Write out exactly the lines that run from the one containing "index mcp: (321, 311)" to the end of the entries below, with both end lines included.

+-------+

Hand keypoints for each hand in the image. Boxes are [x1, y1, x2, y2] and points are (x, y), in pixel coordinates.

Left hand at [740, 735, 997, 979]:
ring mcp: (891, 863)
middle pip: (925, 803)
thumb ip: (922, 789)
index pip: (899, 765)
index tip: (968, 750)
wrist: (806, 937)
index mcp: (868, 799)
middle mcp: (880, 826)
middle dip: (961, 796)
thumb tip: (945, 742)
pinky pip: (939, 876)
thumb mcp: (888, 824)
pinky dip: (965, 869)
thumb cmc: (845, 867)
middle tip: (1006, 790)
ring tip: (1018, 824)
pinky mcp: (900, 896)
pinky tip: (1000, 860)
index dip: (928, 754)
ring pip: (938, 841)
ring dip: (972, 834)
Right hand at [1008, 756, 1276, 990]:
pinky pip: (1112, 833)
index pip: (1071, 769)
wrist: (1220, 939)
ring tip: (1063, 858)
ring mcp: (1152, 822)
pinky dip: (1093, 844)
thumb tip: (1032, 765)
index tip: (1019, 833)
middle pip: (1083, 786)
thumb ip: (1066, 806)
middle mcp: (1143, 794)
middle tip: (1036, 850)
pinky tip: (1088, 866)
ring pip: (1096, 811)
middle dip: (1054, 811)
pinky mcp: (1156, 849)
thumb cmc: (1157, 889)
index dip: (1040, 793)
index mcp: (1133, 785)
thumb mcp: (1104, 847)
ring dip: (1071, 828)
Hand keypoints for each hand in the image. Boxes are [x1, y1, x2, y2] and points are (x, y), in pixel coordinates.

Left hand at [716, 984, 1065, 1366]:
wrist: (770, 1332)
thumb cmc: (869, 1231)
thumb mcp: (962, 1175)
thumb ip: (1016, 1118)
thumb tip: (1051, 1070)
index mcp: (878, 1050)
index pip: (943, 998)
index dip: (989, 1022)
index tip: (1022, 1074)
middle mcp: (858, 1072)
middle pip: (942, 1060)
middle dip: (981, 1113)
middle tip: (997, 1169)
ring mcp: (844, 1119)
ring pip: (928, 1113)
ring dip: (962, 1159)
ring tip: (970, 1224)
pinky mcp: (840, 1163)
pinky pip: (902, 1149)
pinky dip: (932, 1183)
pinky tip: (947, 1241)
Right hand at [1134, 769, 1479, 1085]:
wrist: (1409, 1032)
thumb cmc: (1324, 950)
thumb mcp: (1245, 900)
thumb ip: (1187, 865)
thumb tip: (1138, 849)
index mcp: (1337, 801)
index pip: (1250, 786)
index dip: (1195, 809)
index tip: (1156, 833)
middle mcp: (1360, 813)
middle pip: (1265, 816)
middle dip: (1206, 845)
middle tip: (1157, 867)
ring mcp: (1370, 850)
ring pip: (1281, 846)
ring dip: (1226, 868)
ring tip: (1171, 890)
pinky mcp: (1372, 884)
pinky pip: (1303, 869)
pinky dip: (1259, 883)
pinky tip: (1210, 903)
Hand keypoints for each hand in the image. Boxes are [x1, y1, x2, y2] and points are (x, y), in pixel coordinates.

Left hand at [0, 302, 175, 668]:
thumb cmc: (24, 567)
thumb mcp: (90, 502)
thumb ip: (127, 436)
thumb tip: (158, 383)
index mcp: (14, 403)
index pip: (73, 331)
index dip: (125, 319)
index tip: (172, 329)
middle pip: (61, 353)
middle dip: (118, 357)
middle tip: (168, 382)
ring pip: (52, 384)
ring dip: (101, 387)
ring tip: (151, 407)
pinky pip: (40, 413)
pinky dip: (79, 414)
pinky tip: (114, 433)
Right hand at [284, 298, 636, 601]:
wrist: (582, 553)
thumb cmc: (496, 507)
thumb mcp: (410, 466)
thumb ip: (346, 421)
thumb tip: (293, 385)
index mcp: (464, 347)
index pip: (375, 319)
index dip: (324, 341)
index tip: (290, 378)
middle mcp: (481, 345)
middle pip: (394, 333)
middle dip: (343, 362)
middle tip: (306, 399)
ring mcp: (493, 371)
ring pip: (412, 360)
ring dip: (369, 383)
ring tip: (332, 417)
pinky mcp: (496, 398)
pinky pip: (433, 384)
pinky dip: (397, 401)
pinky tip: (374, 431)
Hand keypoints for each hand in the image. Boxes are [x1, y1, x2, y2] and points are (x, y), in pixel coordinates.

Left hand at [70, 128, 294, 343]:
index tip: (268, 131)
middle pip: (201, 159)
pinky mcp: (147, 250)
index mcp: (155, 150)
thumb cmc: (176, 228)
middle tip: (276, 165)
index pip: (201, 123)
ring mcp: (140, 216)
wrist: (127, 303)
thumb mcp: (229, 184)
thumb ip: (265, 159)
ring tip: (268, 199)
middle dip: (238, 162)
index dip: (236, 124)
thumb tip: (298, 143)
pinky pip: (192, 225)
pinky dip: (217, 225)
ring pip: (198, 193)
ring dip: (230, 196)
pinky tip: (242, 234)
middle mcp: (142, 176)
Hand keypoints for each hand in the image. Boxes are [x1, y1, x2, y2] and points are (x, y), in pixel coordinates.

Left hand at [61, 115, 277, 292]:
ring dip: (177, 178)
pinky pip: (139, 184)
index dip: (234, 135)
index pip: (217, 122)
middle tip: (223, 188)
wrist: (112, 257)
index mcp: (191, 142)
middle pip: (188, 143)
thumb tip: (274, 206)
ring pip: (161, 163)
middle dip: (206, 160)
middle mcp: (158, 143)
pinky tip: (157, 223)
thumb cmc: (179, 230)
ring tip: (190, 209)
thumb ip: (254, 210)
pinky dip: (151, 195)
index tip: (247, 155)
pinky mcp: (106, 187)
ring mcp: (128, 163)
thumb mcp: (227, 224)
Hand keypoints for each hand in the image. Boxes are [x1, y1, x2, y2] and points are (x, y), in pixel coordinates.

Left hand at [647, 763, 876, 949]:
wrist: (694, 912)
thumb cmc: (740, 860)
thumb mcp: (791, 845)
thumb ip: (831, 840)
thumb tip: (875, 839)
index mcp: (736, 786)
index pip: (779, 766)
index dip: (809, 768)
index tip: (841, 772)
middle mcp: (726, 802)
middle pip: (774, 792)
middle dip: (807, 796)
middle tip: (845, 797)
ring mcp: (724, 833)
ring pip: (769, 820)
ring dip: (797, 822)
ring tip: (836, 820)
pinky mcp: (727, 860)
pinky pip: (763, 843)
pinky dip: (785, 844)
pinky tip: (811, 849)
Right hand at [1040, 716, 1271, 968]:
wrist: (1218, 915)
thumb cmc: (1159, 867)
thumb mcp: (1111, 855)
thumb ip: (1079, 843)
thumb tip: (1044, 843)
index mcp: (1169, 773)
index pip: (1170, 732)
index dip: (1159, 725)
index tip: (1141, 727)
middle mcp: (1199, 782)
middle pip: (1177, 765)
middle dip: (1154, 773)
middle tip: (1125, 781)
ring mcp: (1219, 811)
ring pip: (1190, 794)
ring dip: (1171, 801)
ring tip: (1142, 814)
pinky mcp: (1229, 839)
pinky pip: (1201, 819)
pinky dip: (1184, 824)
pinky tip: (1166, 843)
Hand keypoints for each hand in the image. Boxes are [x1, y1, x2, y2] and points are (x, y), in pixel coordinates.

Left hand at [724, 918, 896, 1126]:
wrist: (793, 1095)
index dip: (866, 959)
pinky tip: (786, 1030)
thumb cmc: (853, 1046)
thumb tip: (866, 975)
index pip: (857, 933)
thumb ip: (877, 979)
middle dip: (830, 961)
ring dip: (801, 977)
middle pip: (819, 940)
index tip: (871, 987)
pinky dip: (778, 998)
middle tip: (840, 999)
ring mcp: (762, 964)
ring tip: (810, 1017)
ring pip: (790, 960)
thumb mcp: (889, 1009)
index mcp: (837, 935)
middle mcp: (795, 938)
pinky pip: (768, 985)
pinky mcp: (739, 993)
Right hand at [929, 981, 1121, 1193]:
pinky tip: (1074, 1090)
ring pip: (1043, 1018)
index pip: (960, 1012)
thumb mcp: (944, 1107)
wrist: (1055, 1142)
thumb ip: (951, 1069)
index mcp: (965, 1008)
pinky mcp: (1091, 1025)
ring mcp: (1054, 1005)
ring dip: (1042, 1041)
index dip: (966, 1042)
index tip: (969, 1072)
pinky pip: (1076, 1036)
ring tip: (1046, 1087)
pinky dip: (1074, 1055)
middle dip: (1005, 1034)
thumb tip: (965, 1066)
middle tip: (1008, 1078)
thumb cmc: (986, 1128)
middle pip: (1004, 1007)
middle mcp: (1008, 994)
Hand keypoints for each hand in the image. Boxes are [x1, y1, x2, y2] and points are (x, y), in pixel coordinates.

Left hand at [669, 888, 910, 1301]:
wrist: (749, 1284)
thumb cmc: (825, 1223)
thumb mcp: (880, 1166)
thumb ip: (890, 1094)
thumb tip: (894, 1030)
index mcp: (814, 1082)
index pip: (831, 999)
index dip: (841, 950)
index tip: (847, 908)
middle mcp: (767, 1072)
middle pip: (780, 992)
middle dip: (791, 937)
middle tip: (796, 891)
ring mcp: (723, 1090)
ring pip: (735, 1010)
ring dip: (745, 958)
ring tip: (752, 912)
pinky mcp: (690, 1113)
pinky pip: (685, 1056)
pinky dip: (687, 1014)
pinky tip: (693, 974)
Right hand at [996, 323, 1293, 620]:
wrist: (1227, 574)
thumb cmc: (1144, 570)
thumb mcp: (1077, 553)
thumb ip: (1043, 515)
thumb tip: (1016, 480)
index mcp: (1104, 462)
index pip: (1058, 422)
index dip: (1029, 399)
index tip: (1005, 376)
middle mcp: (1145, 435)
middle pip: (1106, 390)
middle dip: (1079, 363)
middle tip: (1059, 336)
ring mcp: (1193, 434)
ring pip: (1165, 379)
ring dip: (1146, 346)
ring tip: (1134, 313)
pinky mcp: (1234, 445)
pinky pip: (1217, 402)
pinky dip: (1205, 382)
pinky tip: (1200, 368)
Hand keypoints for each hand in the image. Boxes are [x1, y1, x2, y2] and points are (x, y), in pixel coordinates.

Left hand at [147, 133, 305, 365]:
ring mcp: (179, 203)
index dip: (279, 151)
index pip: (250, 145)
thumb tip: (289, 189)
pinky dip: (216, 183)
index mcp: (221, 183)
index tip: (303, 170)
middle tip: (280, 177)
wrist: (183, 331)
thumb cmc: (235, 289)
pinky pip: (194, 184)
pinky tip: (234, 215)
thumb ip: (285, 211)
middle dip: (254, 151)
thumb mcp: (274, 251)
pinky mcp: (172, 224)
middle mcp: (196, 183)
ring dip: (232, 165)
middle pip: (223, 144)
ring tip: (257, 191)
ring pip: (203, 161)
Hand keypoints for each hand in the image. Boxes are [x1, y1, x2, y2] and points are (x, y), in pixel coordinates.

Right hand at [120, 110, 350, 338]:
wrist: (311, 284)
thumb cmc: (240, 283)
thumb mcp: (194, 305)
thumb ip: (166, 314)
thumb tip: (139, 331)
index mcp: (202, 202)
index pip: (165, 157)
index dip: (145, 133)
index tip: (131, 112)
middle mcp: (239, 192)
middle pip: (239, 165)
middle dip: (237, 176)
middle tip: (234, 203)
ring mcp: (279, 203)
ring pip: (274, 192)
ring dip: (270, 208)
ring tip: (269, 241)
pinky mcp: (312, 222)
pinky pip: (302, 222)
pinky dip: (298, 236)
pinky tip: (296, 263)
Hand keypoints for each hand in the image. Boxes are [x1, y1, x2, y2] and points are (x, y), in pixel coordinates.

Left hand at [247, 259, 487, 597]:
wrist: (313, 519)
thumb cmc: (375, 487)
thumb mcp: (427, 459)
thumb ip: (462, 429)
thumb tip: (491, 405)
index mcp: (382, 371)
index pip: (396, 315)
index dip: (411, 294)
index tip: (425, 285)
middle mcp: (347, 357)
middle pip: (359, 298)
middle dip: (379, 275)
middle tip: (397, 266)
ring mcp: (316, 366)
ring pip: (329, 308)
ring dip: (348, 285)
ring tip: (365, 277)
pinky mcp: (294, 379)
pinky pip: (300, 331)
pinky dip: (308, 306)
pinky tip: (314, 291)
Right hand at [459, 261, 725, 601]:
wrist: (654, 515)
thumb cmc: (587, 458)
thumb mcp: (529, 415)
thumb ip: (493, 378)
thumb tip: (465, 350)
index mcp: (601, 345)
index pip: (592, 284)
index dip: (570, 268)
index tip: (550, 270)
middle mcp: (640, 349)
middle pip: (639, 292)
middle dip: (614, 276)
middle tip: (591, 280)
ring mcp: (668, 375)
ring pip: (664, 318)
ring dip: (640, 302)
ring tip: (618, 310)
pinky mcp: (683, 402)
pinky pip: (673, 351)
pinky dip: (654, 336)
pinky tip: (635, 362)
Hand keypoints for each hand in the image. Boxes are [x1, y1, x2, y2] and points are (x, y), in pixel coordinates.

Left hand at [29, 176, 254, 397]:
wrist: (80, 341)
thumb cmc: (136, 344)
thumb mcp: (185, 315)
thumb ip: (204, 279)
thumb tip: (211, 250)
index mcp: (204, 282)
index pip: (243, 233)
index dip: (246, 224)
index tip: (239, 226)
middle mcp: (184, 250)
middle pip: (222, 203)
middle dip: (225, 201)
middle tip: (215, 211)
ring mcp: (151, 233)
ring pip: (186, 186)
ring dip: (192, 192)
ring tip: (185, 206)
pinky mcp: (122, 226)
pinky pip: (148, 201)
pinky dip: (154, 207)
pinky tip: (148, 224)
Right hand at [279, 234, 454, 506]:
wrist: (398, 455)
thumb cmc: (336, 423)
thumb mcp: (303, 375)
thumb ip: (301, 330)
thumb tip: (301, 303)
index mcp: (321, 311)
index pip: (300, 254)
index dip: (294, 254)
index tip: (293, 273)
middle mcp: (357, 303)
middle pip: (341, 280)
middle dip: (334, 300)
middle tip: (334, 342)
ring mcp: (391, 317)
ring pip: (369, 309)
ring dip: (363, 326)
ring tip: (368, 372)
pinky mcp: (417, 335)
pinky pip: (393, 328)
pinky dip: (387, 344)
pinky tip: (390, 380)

+-------+

ANSWER SPACE →
index mcp: (321, 311)
index pip: (300, 254)
index dip: (294, 254)
index tip: (293, 273)
middle mcp: (357, 303)
middle pip: (341, 280)
middle dip: (334, 300)
middle tip: (334, 342)
ring mcp: (391, 317)
ring pip: (369, 309)
ring dip: (363, 326)
ring tip: (368, 372)
pinky mcp: (417, 335)
pinky pip: (393, 328)
pinky dip: (387, 344)
pinky tip: (390, 380)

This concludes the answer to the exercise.